5. Employers have a broader pool of talent to draw from.
As the concept of gig work and GigCX takes hold, employers are realizing that their talent pool is widening exponentially. If employees don’t need to be physically located in a company setting, why do they need to live in the immediate area? Many don’t. The ability to hire staff from around the country—or even around the world—whether gig workers or traditional employees can be especially beneficial for companies recruiting for hard-to-find talent.
But, while gig workers holds ample benefits for employers and workers alike, amid all of the shifts in the labor market, legislators are making moves to clarify and, in some cases, tighten up, rules and regulations related to gig or remote work, especially in terms of classifying workers as contractors versus employees.
6. More scrutiny of the employer/employee relationship is leading to new laws and the potential for increased scrutiny and regulation.
Since California passed Proposition 22 and President Biden was elected, Goldsmith says, companies hiring gig workers face potential challenges related to additional legislation at the federal or state level related to:
- Making it more difficult for companies to classify workers as independent contractors.

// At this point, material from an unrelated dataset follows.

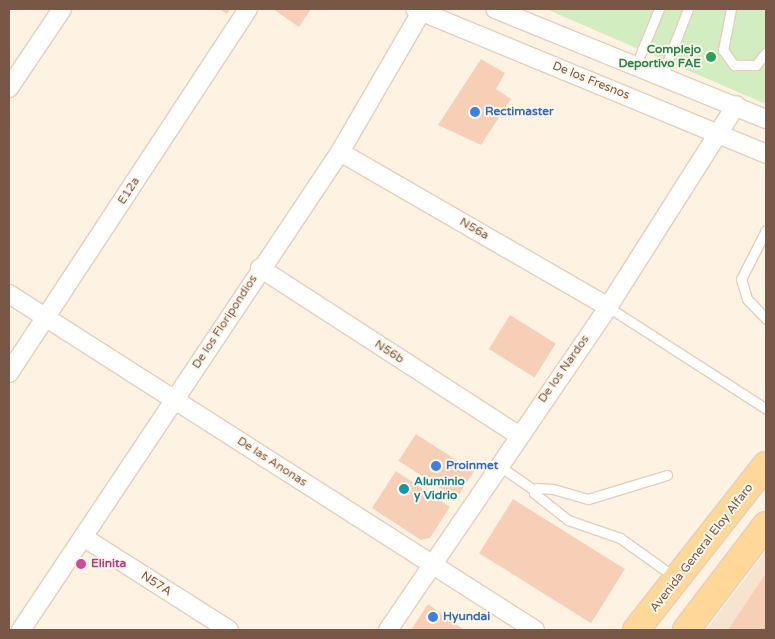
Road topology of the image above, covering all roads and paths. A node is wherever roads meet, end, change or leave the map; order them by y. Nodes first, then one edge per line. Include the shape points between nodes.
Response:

- Creating a new worker status that is a hybrid between an employee and an independent contractor like Proposition 22 did.
“In May, the U.S. Department of Labor rescinded Trump-era guidance that made it easier for companies to classify workers as independent contractors,” Goldsmith says. “The DOL has not yet proposed a new worker-friendly test, but many legal experts suspect it will, particularly given the appointment of David Weil as the Administrator of the DOL Wage and Hour Division, the same position he held in the Obama administration.” Weil, says Goldsmith, is an outspoken critic of the gig economy labor model as being unfair to workers.
The implications to employers of stricter requirements for defining gig—or contract—workers versus employees related to minimum wage and overtime requirements, and other benefits related to the Fair Labor Standards Act that impact employees, but not gig workers. Employers need to consider multiple factors in determining how to classify employees appropriately, including the level of control over how the work is performed, whether the worker is investing in their own equipment, and whether the worker controls their own opportunity for profit and loss.
7. Employers—and Managers—Thinking Differently About How to Measure Productivity
One of the many startling outcomes of the pandemic and the broad shift to remote work has been the busting of an age-old myth—that employees working from home would be less productive. In fact, the reverse has been the case for many companies that are reporting that employees working from home face fewer distractions and actually get more done.
The Future Holds Potential for Gig Work
Both employers and workers are likely to continue to realize benefits from a greater gig economy long past the pandemic.
“Firms that utilize independent contractors as affiliates, influencers and workers in their channels of distribution will continue to bring innovation into the economy,” Fleming says. “Workers will benefit from more choices and greater flexibility as to how and when they work; they will be more empowered.
Public policy makers, though, he says, “will be challenged to understand and then provide the policies that support these new efficiencies.”
All in all, the pandemic has driven massive, and rapid, experimentation in terms of how, and where, work gets done. It’s an experiment that is likely to continue for the near, and possibly, long term as workers, employers—and even customers—realize the many benefits related to the gig economy.